*Assigned task*:
In the entries below, filter for the word "none" and copy every matching line.

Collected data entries
══════

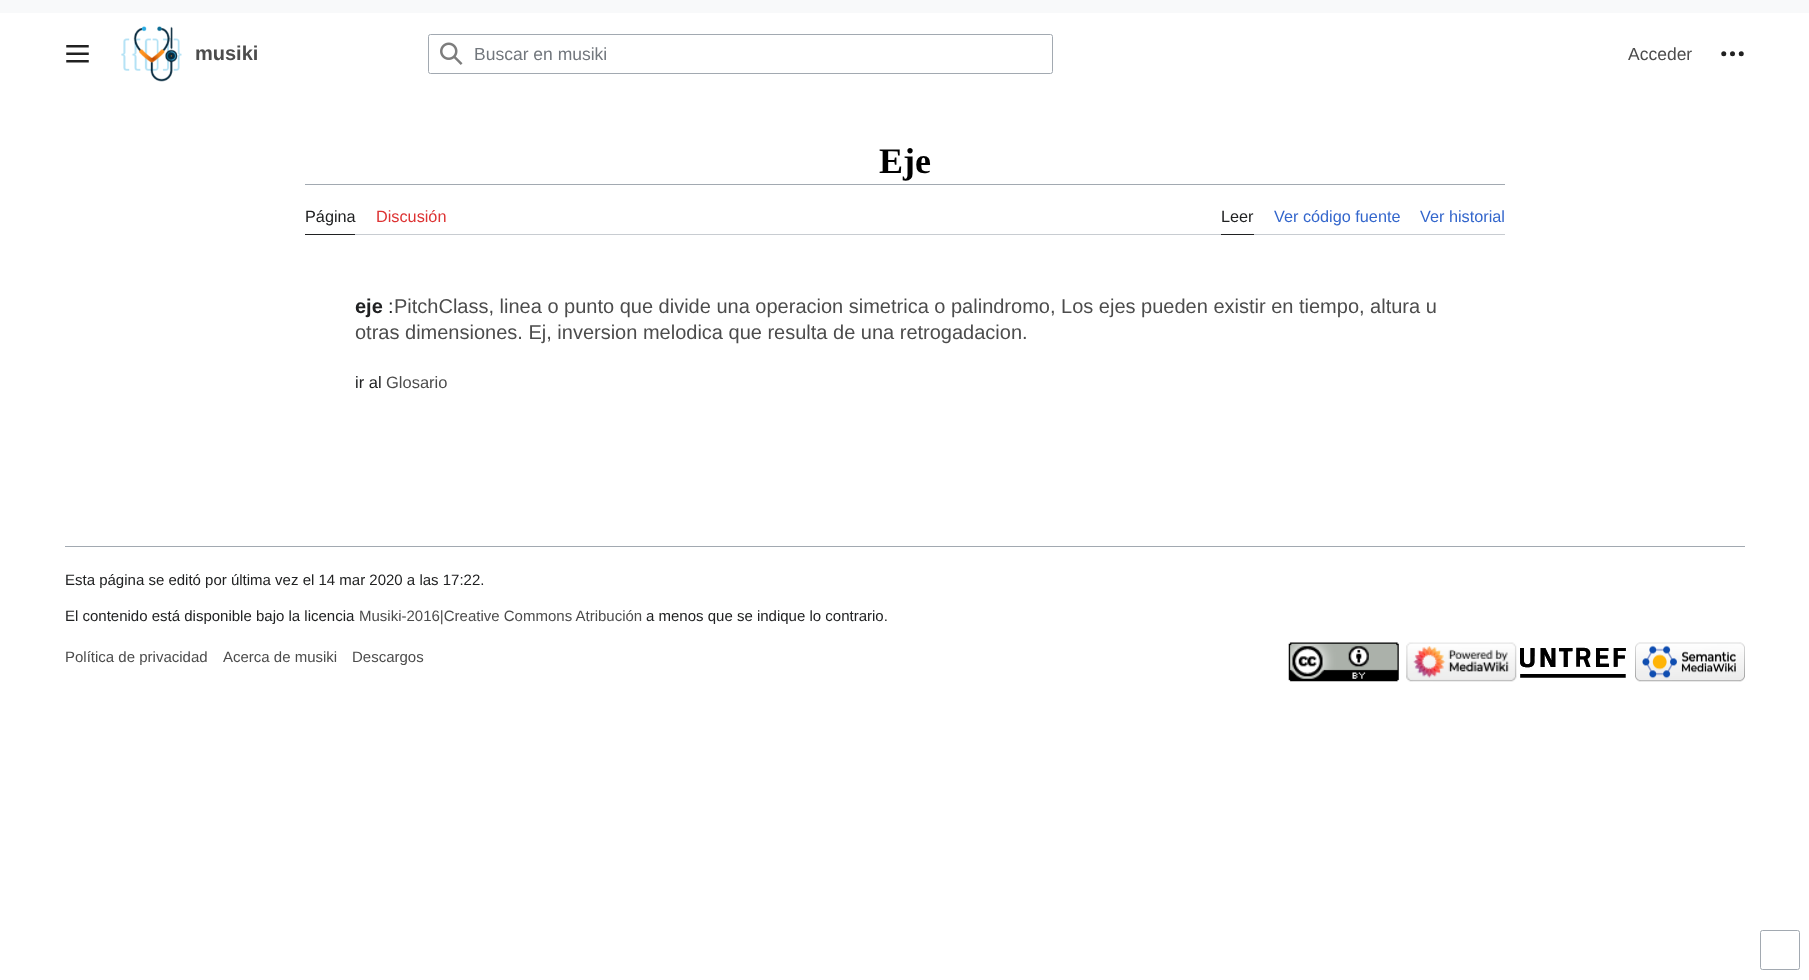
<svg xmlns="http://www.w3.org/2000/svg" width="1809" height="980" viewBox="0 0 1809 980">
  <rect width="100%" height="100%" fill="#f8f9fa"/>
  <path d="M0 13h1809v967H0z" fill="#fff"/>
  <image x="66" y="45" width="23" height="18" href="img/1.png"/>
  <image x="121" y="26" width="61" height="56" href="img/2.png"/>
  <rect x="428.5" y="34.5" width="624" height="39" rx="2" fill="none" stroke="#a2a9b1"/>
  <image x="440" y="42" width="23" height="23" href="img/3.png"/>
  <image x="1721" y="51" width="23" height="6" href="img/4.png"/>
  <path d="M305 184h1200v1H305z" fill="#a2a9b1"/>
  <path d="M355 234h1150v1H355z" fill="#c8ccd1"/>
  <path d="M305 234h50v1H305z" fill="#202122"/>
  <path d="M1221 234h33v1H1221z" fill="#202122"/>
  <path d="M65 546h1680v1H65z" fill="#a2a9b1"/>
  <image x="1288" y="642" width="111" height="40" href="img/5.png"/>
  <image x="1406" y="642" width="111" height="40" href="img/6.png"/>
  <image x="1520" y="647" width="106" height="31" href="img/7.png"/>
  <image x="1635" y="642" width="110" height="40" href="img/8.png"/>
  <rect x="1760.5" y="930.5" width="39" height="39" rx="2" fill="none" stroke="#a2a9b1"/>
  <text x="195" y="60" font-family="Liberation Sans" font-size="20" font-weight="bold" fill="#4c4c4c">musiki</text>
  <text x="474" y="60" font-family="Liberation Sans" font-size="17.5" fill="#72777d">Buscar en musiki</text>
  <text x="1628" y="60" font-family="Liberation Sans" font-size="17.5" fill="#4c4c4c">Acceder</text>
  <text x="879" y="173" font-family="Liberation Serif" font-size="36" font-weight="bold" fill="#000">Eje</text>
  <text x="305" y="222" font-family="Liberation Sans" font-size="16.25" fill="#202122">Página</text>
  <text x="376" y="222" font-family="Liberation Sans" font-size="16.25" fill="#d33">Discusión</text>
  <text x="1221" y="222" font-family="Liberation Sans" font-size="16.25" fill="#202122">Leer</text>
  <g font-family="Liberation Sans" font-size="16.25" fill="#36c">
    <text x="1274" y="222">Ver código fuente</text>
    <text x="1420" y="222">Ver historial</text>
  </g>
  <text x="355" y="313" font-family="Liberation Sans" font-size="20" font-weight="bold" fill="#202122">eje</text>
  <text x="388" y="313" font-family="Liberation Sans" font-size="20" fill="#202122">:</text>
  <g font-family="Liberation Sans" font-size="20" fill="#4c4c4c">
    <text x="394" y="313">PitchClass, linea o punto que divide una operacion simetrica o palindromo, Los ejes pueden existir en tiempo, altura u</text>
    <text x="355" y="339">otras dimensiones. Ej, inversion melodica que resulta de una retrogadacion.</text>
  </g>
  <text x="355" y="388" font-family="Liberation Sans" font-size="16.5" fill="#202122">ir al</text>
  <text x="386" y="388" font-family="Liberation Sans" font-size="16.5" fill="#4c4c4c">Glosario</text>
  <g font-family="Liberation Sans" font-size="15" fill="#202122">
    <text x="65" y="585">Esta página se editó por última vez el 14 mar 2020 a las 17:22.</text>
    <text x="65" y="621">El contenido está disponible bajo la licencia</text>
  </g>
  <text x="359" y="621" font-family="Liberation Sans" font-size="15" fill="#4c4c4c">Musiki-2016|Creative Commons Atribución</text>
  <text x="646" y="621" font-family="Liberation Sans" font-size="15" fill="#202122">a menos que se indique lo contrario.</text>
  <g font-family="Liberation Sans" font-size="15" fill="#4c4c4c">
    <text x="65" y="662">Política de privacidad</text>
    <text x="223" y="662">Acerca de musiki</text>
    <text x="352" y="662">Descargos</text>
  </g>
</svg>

══════

*Finished task*:
  <rect x="428.5" y="34.5" width="624" height="39" rx="2" fill="none" stroke="#a2a9b1"/>
  <rect x="1760.5" y="930.5" width="39" height="39" rx="2" fill="none" stroke="#a2a9b1"/>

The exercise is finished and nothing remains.